● Exercise
State how many lines in the following entries hold the word "CRYERS". The reply is that number only.

● Available data
··········
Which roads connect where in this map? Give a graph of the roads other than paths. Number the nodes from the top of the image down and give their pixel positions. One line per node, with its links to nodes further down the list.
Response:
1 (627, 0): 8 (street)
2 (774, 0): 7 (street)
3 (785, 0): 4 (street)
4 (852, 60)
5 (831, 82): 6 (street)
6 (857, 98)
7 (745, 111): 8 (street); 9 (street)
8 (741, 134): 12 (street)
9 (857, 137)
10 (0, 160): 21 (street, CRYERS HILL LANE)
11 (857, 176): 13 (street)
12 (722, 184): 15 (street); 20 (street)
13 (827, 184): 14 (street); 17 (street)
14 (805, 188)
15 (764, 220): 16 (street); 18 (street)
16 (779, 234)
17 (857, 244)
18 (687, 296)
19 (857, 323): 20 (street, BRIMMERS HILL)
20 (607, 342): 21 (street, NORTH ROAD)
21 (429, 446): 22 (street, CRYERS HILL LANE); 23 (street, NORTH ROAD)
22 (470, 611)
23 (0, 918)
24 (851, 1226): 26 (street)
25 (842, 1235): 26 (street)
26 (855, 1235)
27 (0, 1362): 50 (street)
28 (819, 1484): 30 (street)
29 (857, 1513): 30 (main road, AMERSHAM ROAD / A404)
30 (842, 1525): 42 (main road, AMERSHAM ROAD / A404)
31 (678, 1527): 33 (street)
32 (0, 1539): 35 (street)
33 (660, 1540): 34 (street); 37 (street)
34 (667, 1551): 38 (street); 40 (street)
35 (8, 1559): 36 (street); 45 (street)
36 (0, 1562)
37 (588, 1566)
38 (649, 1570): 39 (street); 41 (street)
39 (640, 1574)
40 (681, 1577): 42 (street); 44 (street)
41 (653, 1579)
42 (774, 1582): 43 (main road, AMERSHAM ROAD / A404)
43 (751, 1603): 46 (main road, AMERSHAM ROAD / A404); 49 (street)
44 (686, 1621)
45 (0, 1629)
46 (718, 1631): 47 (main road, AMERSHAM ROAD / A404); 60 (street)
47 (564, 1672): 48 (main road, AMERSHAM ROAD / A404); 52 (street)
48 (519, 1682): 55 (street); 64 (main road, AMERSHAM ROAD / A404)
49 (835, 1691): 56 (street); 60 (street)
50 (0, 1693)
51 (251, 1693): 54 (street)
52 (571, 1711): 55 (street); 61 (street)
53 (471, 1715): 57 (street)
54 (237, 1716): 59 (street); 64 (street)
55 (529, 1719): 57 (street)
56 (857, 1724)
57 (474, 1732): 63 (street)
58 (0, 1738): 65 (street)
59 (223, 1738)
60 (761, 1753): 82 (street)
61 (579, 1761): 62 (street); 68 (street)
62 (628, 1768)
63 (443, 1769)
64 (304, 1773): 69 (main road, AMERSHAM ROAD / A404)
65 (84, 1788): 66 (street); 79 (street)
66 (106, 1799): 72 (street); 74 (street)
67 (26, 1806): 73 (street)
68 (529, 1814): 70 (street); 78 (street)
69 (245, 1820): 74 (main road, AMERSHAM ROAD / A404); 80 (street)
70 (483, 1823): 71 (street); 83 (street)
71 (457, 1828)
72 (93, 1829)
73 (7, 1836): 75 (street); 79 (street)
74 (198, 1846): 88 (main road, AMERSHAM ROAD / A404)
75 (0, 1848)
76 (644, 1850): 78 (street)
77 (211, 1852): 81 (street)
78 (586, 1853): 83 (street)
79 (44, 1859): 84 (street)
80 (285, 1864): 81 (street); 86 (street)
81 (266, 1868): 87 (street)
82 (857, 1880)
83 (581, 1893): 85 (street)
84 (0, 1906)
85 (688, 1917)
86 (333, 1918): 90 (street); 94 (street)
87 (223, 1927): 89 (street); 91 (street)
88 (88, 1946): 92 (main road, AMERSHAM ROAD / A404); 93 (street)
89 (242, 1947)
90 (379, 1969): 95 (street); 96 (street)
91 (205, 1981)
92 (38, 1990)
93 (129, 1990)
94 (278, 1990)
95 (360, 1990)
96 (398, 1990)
··········
● Final answer
2